Prior to human trials, research was first conducted on mice. In these trials, it was discovered that one molecule shrank the average tumor in half. In order for glioblastoma to survive and metastasize, two proteins that were transcription factors have to bind together. However, this new molecule inhibits this binding, leading to an inability for the glioblastoma to survive and develop, a feat that most experts thought was impossible.
In order to understand the deep significance of this inhibition, however, it is crucial to first comprehend what transcription factors are. Transcription factors are proteins that regulate the activity of particular genes. In healthy individuals, these proteins labor ceaselessly in an orchestrated system. In glioblastoma, however, one misfiring transcription factor named OLIG2 keeps cell growth and survival genes “active” when they should not be, spurring fast-growing tumors.
Now that we understand what transcription factors do, let’s concentrate on the study. In order to function properly, transcription factors must “buddy up” and bind to another transcription factor while simultaneously binding to DNA. If you’re a bit confused by all of this terminology, a simpler way to look at this idea is to picture a sandwich. The transcription factors can be seen as the bread, and the meat of the sandwich can be likened to the DNA component of our system. Thus, just as two a sandwich is comprised of two loaves of bread that surround meat, this system can be looked at as two transcription factors “sandwiching” DNA. If any of these associations are interrupted, the transcription factors are inhibited.
Utilizing this approach, Dr. Tsigelny and his team aimed to disrupt this “buddy linkage” in the OLIG2 transcription factor. Based on the known structures of similar transcription factors, Valentina Kouznetsova constructed a computational strategy to search databases of 3D molecular structures for those small molecules that might engage with the hotspot between two OLIG2 transcription factors and disrupt them. This newfound molecule, through the act of attaching to the OLIG2 trans factor, ends up disrupting their function.

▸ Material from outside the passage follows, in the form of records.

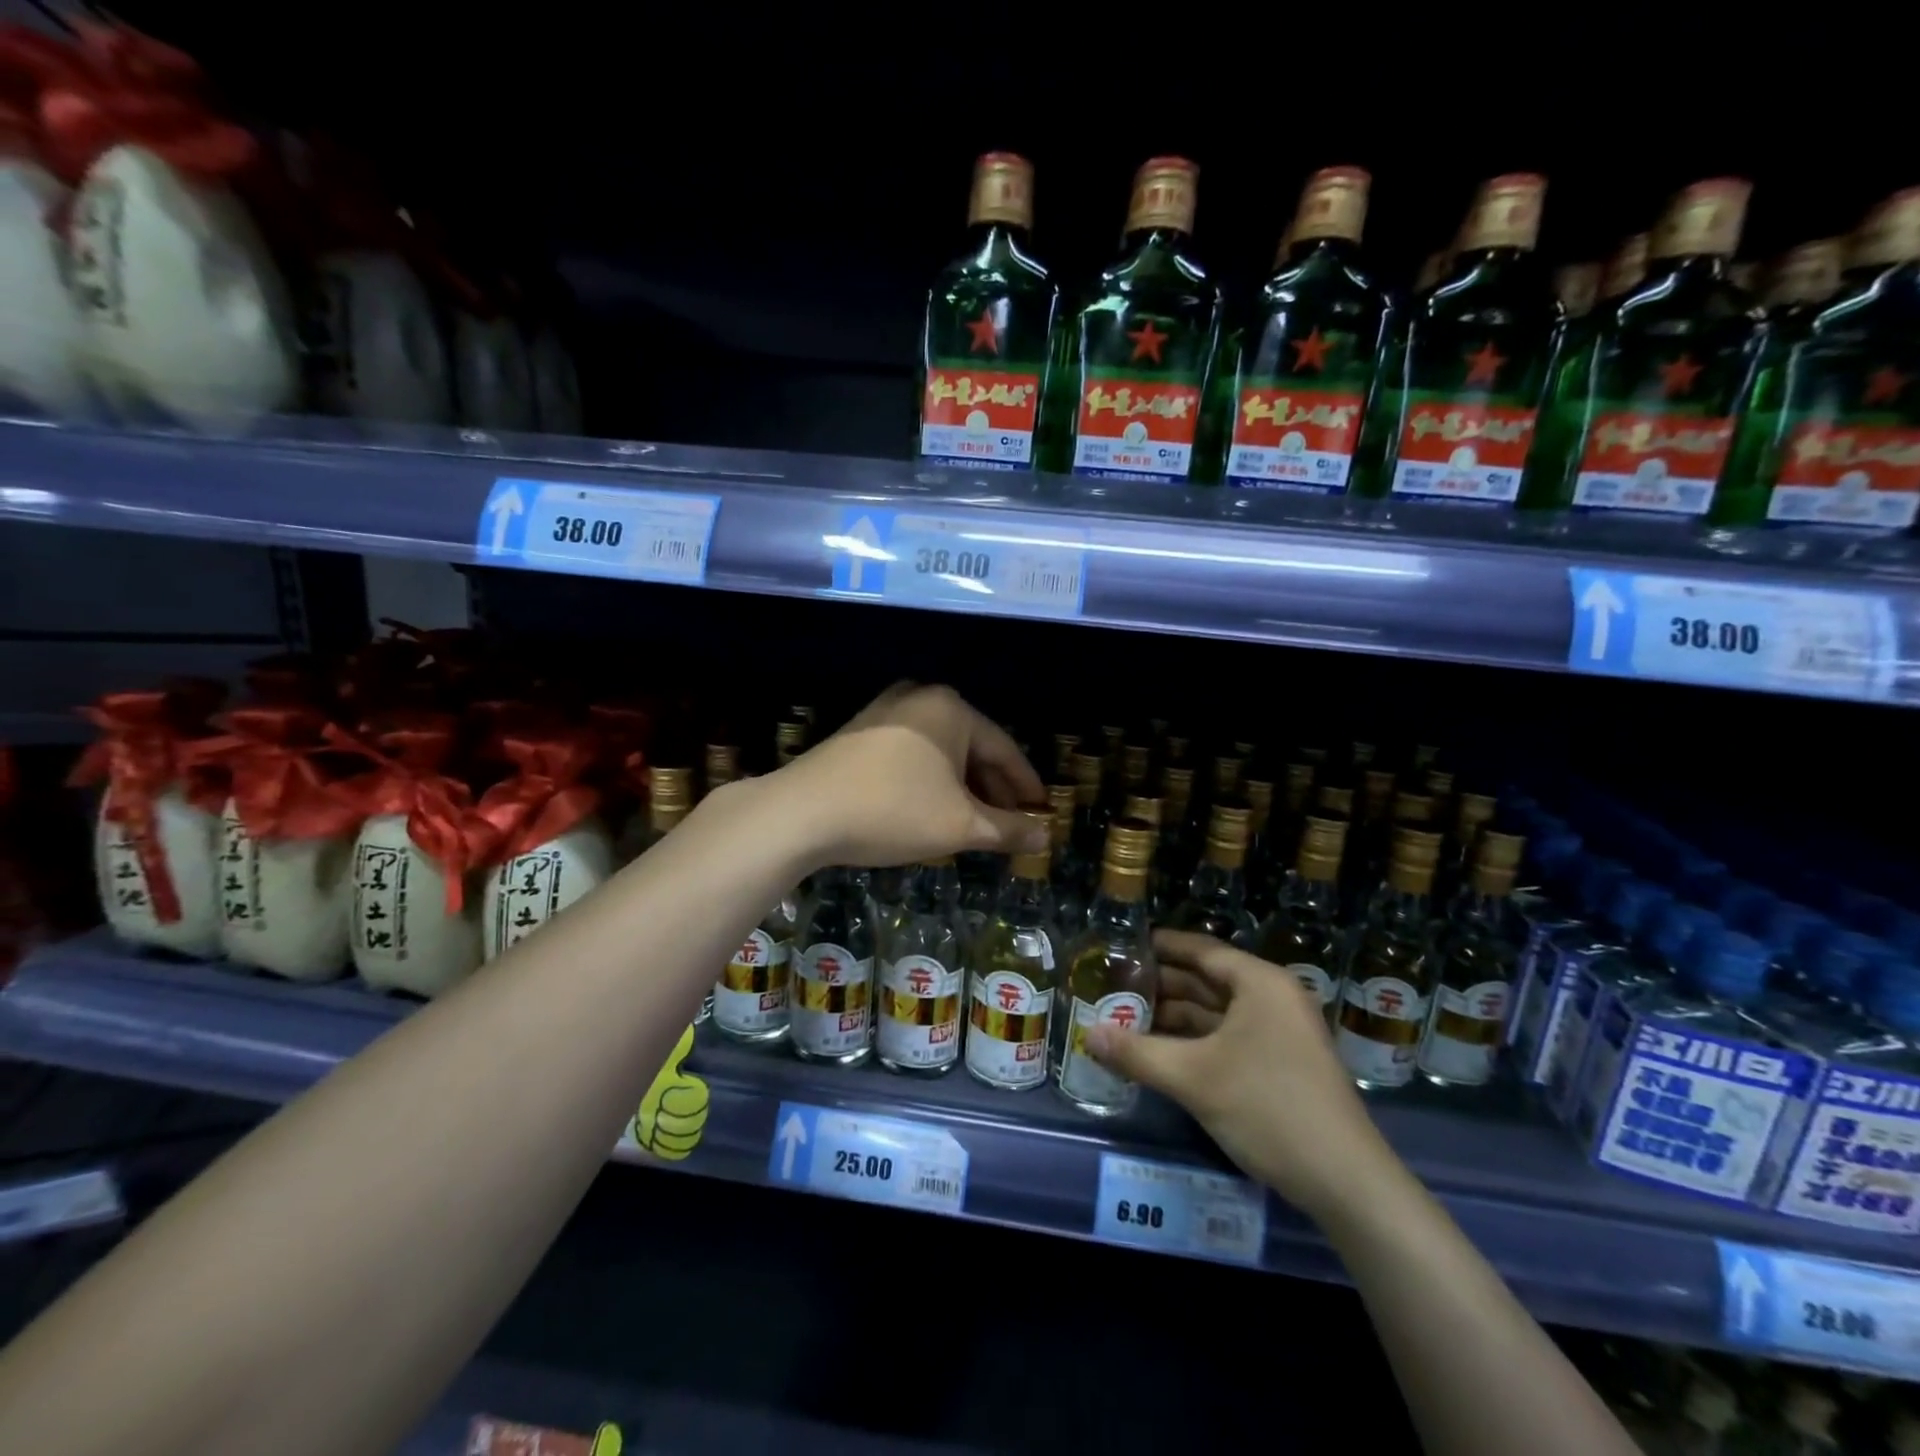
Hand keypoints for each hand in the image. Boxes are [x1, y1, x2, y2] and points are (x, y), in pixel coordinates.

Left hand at [774, 683, 1047, 867]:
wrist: (802, 812)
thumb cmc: (893, 811)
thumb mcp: (959, 825)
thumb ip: (1008, 829)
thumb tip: (1046, 836)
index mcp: (952, 709)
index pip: (1005, 750)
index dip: (1026, 786)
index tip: (1041, 812)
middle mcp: (921, 697)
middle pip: (972, 748)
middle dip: (992, 789)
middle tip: (1009, 824)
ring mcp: (886, 711)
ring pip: (941, 752)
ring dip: (962, 787)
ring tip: (974, 823)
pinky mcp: (861, 731)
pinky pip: (913, 753)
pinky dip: (931, 780)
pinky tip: (933, 808)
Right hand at [1086, 929, 1400, 1223]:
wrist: (1346, 1182)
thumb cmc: (1268, 1108)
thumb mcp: (1194, 1078)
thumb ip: (1137, 1053)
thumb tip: (1086, 1035)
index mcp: (1260, 983)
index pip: (1201, 950)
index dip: (1161, 945)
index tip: (1123, 945)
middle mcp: (1273, 998)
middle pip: (1207, 980)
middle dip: (1161, 985)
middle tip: (1114, 986)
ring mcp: (1281, 1032)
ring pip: (1217, 1012)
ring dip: (1175, 1016)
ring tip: (1127, 1018)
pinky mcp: (1283, 1064)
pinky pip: (1229, 1037)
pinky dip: (1196, 1040)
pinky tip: (1162, 1051)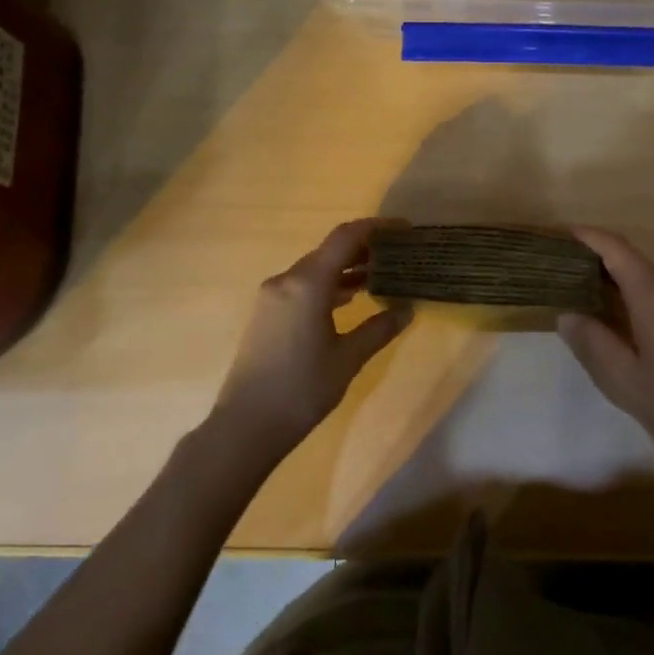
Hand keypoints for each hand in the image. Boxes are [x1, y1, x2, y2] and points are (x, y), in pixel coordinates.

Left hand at [210, 219, 410, 459]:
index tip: (404, 229)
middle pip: (330, 250)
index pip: (346, 237)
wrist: (246, 426)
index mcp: (308, 283)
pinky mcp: (267, 313)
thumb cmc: (302, 389)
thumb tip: (408, 310)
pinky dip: (329, 285)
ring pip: (316, 268)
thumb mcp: (349, 359)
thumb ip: (380, 329)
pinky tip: (350, 298)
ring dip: (347, 268)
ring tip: (381, 275)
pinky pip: (303, 285)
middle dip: (365, 248)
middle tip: (398, 255)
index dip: (377, 227)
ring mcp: (272, 296)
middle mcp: (287, 280)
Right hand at [557, 228, 653, 465]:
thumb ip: (591, 340)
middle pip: (630, 258)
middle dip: (596, 255)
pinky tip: (613, 315)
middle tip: (560, 266)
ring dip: (613, 276)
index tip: (560, 235)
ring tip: (579, 289)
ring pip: (644, 276)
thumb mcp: (621, 376)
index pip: (617, 249)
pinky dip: (629, 292)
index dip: (589, 236)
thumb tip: (567, 315)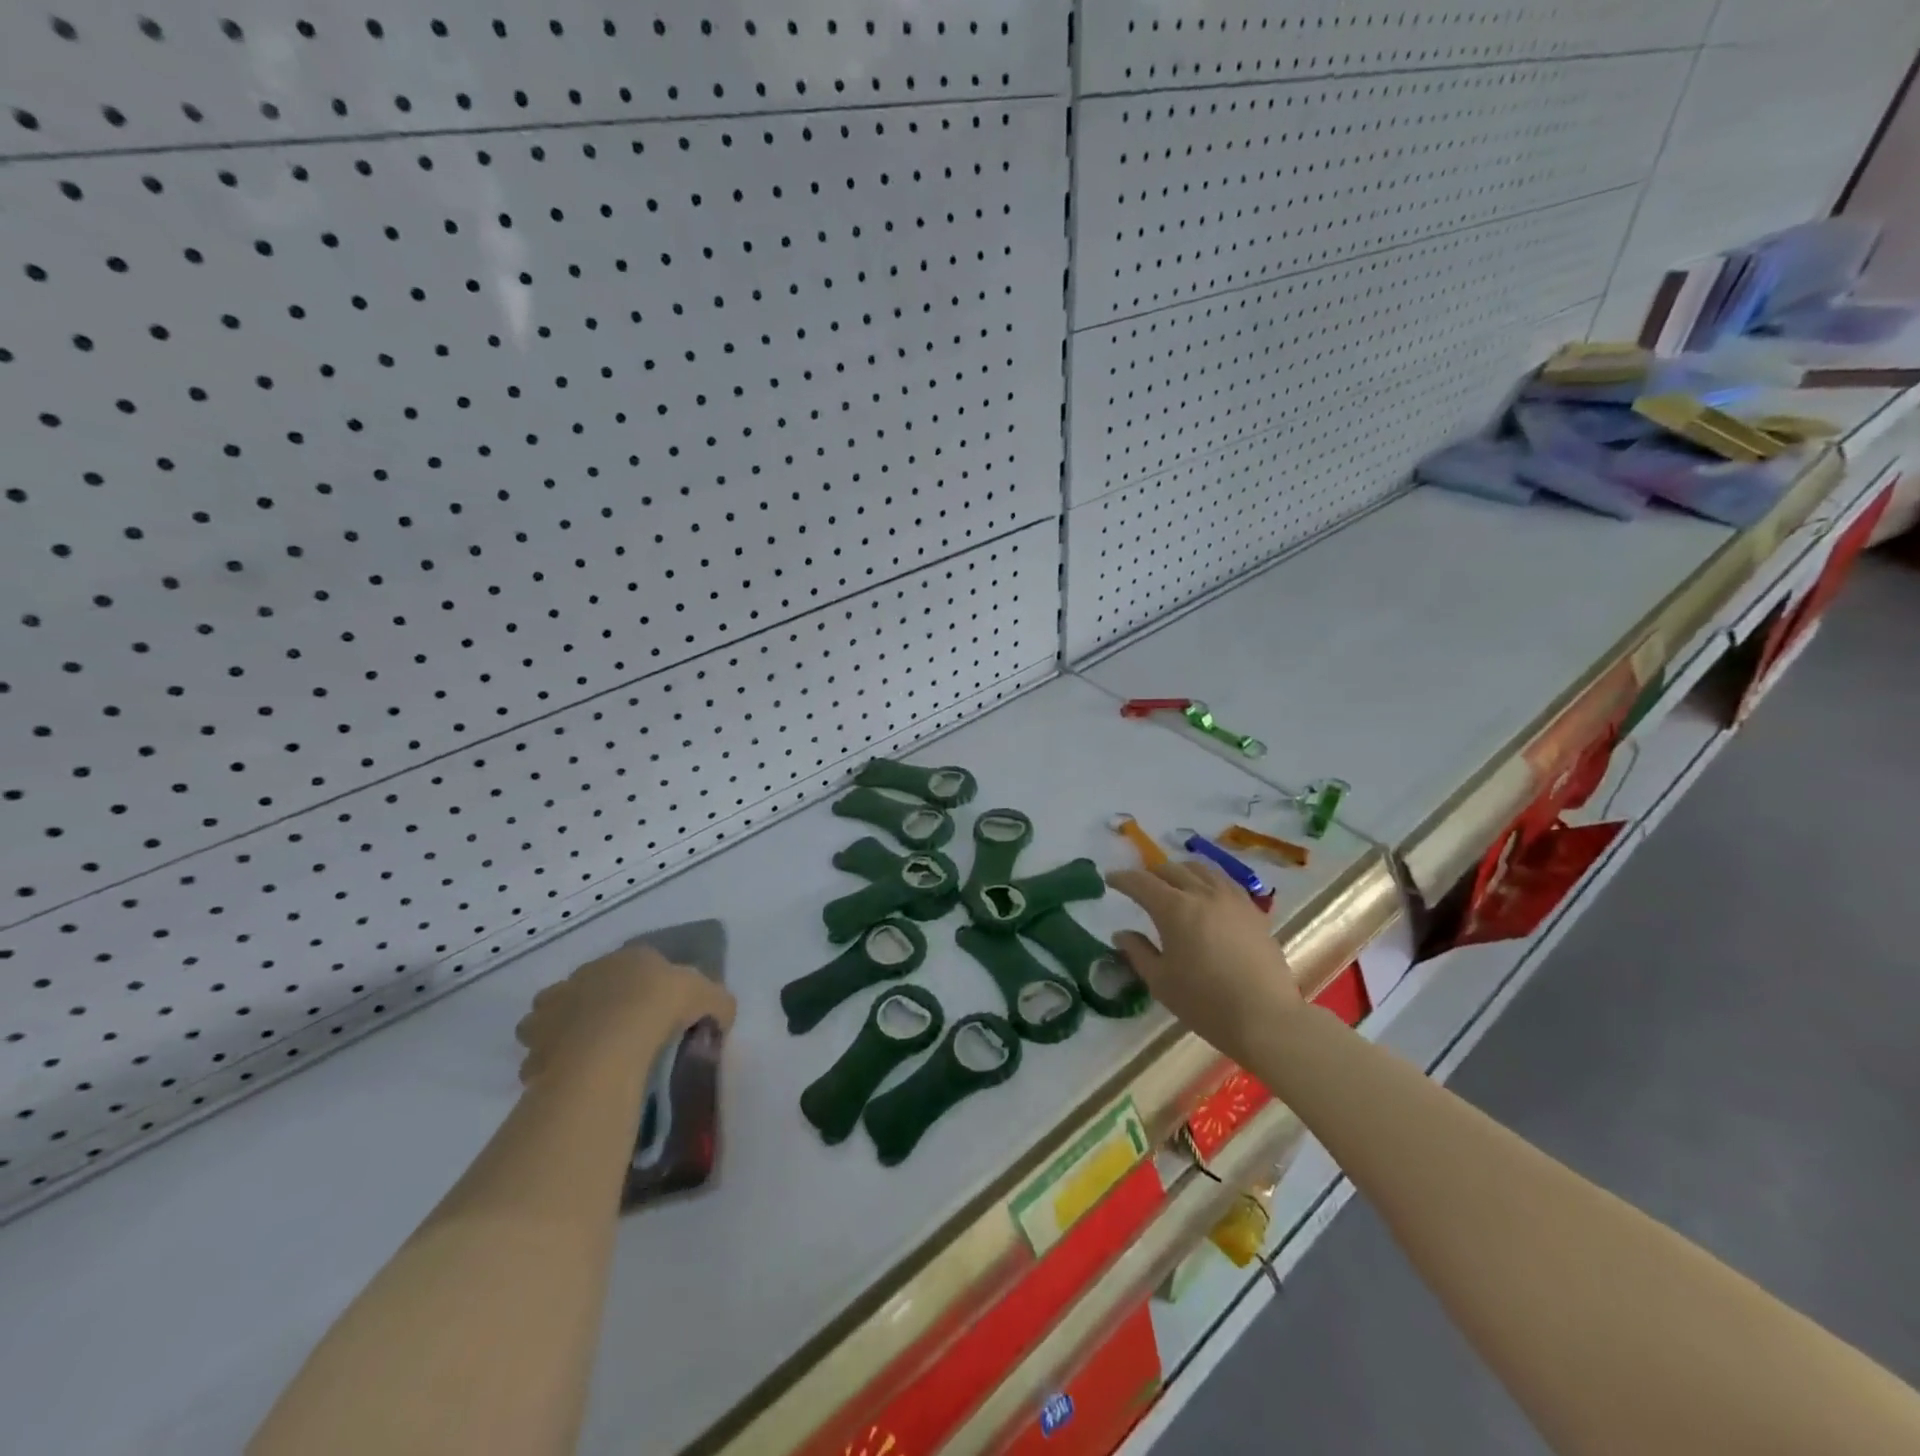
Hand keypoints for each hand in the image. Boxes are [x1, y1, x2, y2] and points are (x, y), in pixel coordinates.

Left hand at [515, 945, 736, 1089]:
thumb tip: (723, 1015)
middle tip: (616, 1035)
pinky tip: (569, 1079)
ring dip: (561, 1031)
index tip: (653, 1010)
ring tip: (584, 1057)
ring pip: (551, 1016)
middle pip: (588, 987)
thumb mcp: (709, 997)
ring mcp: (554, 1007)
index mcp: (629, 958)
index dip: (642, 987)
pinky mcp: (535, 1043)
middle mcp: (586, 974)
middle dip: (595, 1006)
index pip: (634, 964)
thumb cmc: (662, 1006)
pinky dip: (548, 1064)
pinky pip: (539, 1054)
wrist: (613, 1042)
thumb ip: (719, 1003)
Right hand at [1107, 859, 1303, 1066]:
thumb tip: (1122, 934)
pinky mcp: (1253, 910)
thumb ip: (1138, 952)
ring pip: (1201, 869)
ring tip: (1173, 884)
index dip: (1123, 879)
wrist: (1265, 1018)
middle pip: (1171, 869)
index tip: (1111, 879)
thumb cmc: (1205, 1003)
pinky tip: (1206, 894)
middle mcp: (1202, 894)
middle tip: (1140, 886)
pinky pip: (1224, 881)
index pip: (1141, 882)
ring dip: (1180, 871)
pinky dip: (1207, 880)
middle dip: (1151, 874)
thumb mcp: (1161, 981)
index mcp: (1174, 909)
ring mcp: (1232, 899)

Through this method, the researchers identified several molecules that would likely fit the OLIG2 interaction, and then tested them. The most effective of these was found to be SKOG102, which shrank human glioblastoma tumors grown in mouse models by around 50%.
According to Kesari, although the initial pre-clinical findings are promising, it will be several years before a type of therapy such as this can be tested in humans. Despite this, this study is a model for the increasing amount of computational applications of medicine.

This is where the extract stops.